Work order —
Set down each record exactly. Omit the pictures.

Data for this exercise —
>>>>>
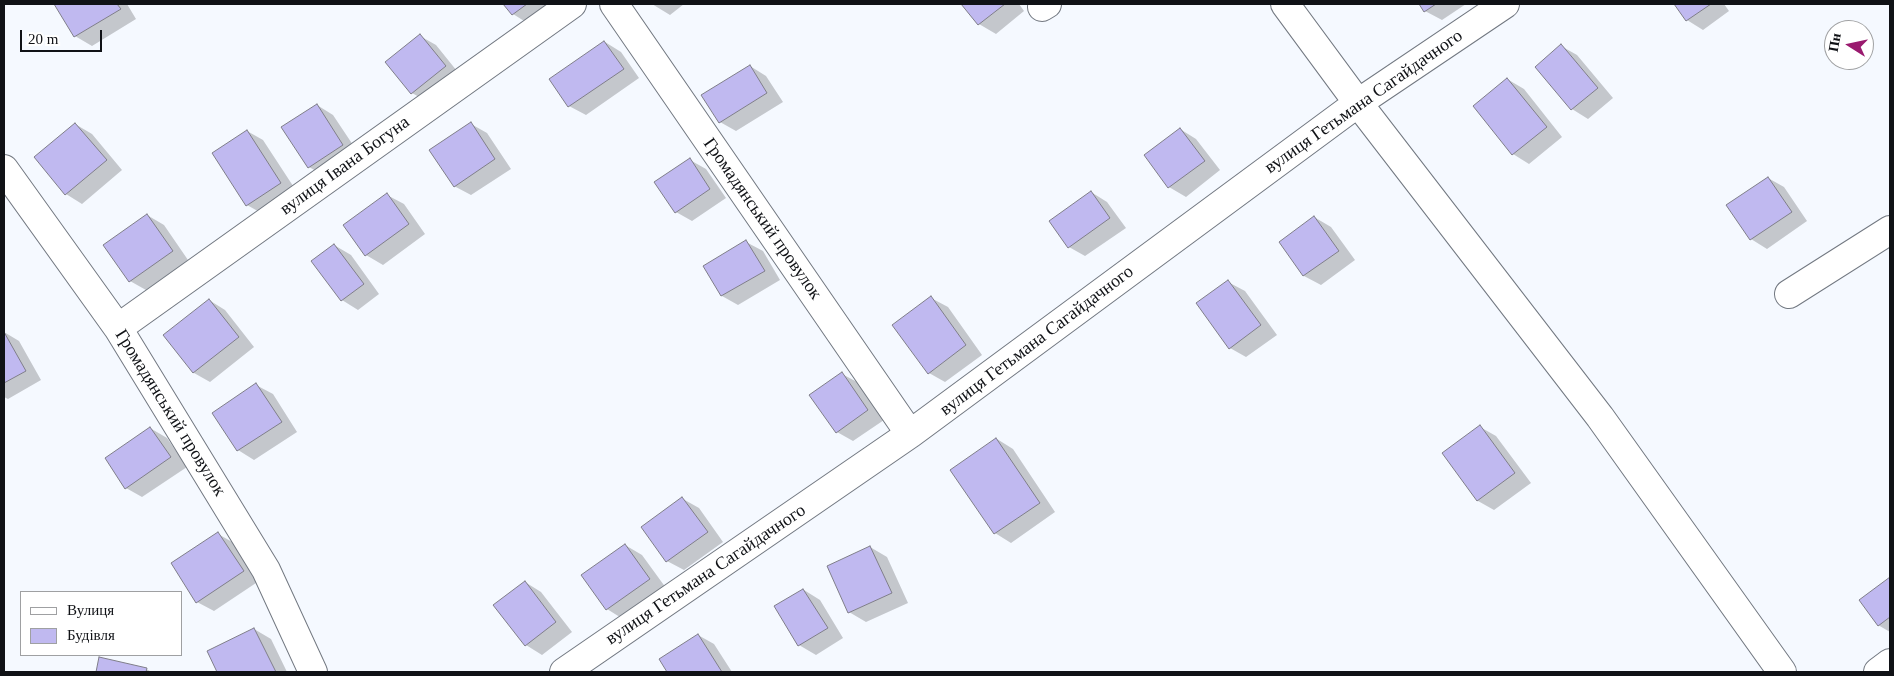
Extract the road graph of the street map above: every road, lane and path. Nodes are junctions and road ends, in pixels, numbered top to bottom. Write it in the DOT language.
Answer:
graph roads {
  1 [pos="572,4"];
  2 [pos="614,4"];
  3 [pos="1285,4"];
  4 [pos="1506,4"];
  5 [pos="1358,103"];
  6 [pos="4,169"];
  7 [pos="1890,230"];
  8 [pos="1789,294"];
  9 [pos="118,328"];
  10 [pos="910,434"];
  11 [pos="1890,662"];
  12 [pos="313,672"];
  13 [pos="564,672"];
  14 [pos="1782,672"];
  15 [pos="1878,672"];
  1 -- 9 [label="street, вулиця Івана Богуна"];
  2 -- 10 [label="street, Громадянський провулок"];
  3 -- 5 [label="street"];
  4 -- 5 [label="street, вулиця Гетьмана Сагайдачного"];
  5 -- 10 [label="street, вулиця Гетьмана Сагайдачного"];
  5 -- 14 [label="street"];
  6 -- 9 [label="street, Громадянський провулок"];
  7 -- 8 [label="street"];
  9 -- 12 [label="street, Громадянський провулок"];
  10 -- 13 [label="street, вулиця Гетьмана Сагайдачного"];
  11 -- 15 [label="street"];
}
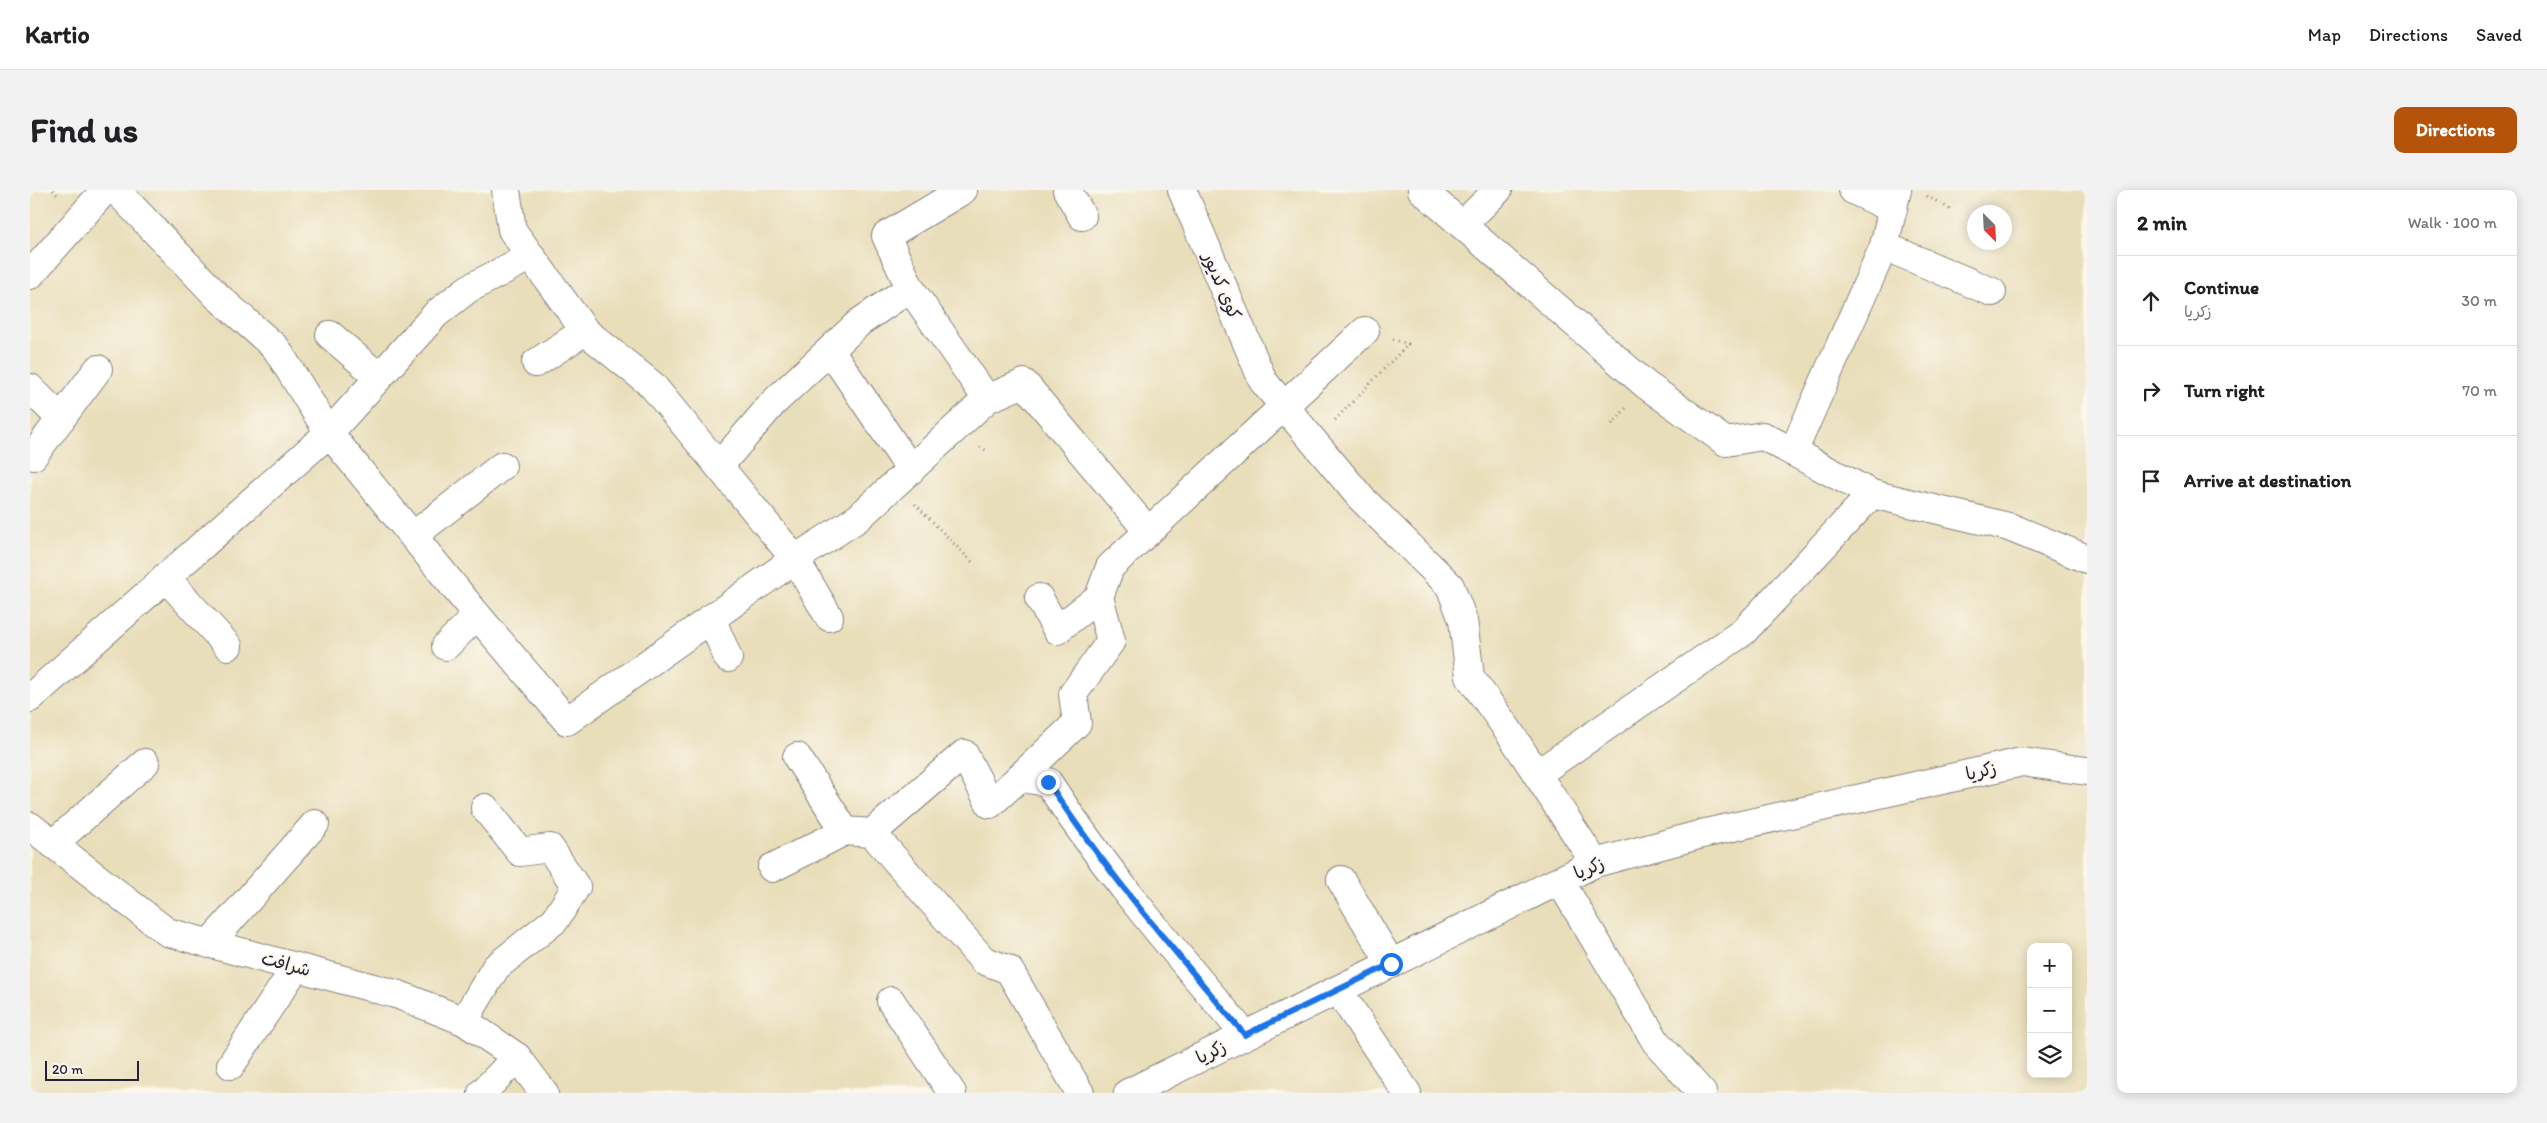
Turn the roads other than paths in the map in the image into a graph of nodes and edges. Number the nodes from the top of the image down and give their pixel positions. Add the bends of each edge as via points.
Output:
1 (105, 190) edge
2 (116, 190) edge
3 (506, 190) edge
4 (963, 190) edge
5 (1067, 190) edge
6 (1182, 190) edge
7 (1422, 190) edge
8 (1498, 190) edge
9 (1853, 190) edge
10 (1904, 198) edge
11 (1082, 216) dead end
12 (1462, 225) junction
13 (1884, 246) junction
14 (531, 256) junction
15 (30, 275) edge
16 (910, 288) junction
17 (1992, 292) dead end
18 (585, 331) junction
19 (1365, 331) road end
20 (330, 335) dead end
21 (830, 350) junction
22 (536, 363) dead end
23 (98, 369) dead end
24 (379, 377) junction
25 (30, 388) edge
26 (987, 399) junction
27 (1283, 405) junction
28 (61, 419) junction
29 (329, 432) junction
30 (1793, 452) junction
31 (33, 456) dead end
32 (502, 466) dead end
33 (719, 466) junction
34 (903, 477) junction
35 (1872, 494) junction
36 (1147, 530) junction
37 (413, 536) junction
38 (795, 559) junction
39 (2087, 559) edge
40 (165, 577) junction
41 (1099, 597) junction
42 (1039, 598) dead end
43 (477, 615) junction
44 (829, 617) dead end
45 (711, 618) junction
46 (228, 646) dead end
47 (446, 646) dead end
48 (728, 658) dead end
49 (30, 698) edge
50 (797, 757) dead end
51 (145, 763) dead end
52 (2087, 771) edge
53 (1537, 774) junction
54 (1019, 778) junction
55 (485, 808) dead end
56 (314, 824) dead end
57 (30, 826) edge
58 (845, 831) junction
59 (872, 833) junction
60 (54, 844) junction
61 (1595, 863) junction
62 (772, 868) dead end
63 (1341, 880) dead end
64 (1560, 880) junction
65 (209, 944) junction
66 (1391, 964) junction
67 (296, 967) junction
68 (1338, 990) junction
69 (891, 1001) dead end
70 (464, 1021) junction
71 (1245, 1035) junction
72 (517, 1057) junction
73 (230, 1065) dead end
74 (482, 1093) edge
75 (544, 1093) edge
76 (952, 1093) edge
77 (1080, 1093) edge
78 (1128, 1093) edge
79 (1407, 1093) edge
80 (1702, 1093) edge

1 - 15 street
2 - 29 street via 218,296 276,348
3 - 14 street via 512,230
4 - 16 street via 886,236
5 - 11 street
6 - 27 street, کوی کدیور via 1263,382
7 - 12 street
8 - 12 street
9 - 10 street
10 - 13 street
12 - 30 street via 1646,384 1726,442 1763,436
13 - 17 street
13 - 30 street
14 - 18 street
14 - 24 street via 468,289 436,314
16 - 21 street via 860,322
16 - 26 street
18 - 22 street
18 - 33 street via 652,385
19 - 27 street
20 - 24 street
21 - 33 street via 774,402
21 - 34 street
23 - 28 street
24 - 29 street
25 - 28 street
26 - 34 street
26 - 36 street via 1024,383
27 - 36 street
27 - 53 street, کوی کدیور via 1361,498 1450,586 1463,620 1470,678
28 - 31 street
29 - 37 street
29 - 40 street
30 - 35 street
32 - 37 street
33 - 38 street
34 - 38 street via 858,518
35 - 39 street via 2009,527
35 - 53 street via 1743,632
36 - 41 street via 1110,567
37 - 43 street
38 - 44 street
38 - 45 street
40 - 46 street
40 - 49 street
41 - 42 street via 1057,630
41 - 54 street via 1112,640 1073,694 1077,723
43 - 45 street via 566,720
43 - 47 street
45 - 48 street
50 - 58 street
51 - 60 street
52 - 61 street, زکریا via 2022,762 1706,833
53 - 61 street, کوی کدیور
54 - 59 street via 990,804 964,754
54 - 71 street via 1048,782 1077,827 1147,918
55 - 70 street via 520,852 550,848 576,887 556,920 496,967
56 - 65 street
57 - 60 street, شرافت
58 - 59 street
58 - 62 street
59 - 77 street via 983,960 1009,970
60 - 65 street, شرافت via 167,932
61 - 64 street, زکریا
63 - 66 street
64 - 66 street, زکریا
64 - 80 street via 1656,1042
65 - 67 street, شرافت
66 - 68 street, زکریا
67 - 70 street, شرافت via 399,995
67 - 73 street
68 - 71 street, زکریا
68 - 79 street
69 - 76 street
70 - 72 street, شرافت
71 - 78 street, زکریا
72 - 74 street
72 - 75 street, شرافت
<<<<<
Solution below —
Extract the road graph of the street map above: every road, lane and path. Nodes are junctions and road ends, in pixels, numbered top to bottom. Write it in the DOT language.
Answer:
graph roads {
  1 [pos="572,4"];
  2 [pos="614,4"];
  3 [pos="1285,4"];
  4 [pos="1506,4"];
  5 [pos="1358,103"];
  6 [pos="4,169"];
  7 [pos="1890,230"];
  8 [pos="1789,294"];
  9 [pos="118,328"];
  10 [pos="910,434"];
  11 [pos="1890,662"];
  12 [pos="313,672"];
  13 [pos="564,672"];
  14 [pos="1782,672"];
  15 [pos="1878,672"];
  1 -- 9 [label="street, вулиця Івана Богуна"];
  2 -- 10 [label="street, Громадянський провулок"];
  3 -- 5 [label="street"];
  4 -- 5 [label="street, вулиця Гетьмана Сагайдачного"];
  5 -- 10 [label="street, вулиця Гетьмана Сагайдачного"];
  5 -- 14 [label="street"];
  6 -- 9 [label="street, Громадянський провулок"];
  7 -- 8 [label="street"];
  9 -- 12 [label="street, Громадянський провулок"];
  10 -- 13 [label="street, вулиця Гетьмана Сагайдачного"];
  11 -- 15 [label="street"];
}
Turn the roads other than paths in the map in the image into a graph of nodes and edges. Number the nodes from the top of the image down and give their pixel positions. Add the bends of each edge as via points.
Output:
1 (105, 190) edge
2 (116, 190) edge
3 (506, 190) edge
4 (963, 190) edge
5 (1067, 190) edge
6 (1182, 190) edge
7 (1422, 190) edge
8 (1498, 190) edge
9 (1853, 190) edge
10 (1904, 198) edge
11 (1082, 216) dead end
12 (1462, 225) junction
13 (1884, 246) junction
14 (531, 256) junction
15 (30, 275) edge
16 (910, 288) junction
17 (1992, 292) dead end
18 (585, 331) junction
19 (1365, 331) road end
20 (330, 335) dead end
21 (830, 350) junction
22 (536, 363) dead end
23 (98, 369) dead end
24 (379, 377) junction
25 (30, 388) edge
26 (987, 399) junction
27 (1283, 405) junction
28 (61, 419) junction
29 (329, 432) junction
30 (1793, 452) junction
31 (33, 456) dead end
32 (502, 466) dead end
33 (719, 466) junction
34 (903, 477) junction
35 (1872, 494) junction
36 (1147, 530) junction
37 (413, 536) junction
38 (795, 559) junction
39 (2087, 559) edge
40 (165, 577) junction
41 (1099, 597) junction
42 (1039, 598) dead end
43 (477, 615) junction
44 (829, 617) dead end
45 (711, 618) junction
46 (228, 646) dead end
47 (446, 646) dead end
48 (728, 658) dead end
49 (30, 698) edge
50 (797, 757) dead end
51 (145, 763) dead end
52 (2087, 771) edge
53 (1537, 774) junction
54 (1019, 778) junction
55 (485, 808) dead end
56 (314, 824) dead end
57 (30, 826) edge
58 (845, 831) junction
59 (872, 833) junction
60 (54, 844) junction
61 (1595, 863) junction
62 (772, 868) dead end
63 (1341, 880) dead end
64 (1560, 880) junction
65 (209, 944) junction
66 (1391, 964) junction
67 (296, 967) junction
68 (1338, 990) junction
69 (891, 1001) dead end
70 (464, 1021) junction
71 (1245, 1035) junction
72 (517, 1057) junction
73 (230, 1065) dead end
74 (482, 1093) edge
75 (544, 1093) edge
76 (952, 1093) edge
77 (1080, 1093) edge
78 (1128, 1093) edge
79 (1407, 1093) edge
80 (1702, 1093) edge

1 - 15 street
2 - 29 street via 218,296 276,348
3 - 14 street via 512,230
4 - 16 street via 886,236
5 - 11 street
6 - 27 street, کوی کدیور via 1263,382
7 - 12 street
8 - 12 street
9 - 10 street
10 - 13 street
12 - 30 street via 1646,384 1726,442 1763,436
13 - 17 street
13 - 30 street
14 - 18 street
14 - 24 street via 468,289 436,314
16 - 21 street via 860,322
16 - 26 street
18 - 22 street
18 - 33 street via 652,385
19 - 27 street
20 - 24 street
21 - 33 street via 774,402
21 - 34 street
23 - 28 street
24 - 29 street
25 - 28 street
26 - 34 street
26 - 36 street via 1024,383
27 - 36 street
27 - 53 street, کوی کدیور via 1361,498 1450,586 1463,620 1470,678
28 - 31 street
29 - 37 street
29 - 40 street
30 - 35 street
32 - 37 street
33 - 38 street
34 - 38 street via 858,518
35 - 39 street via 2009,527
35 - 53 street via 1743,632
36 - 41 street via 1110,567
37 - 43 street
38 - 44 street
38 - 45 street
40 - 46 street
40 - 49 street
41 - 42 street via 1057,630
41 - 54 street via 1112,640 1073,694 1077,723
43 - 45 street via 566,720
43 - 47 street
45 - 48 street
50 - 58 street
51 - 60 street
52 - 61 street, زکریا via 2022,762 1706,833
53 - 61 street, کوی کدیور
54 - 59 street via 990,804 964,754
54 - 71 street via 1048,782 1077,827 1147,918
55 - 70 street via 520,852 550,848 576,887 556,920 496,967
56 - 65 street
57 - 60 street, شرافت
58 - 59 street
58 - 62 street
59 - 77 street via 983,960 1009,970
60 - 65 street, شرافت via 167,932
61 - 64 street, زکریا
63 - 66 street
64 - 66 street, زکریا
64 - 80 street via 1656,1042
65 - 67 street, شرافت
66 - 68 street, زکریا
67 - 70 street, شرافت via 399,995
67 - 73 street
68 - 71 street, زکریا
68 - 79 street
69 - 76 street
70 - 72 street, شرافت
71 - 78 street, زکریا
72 - 74 street
72 - 75 street, شرافت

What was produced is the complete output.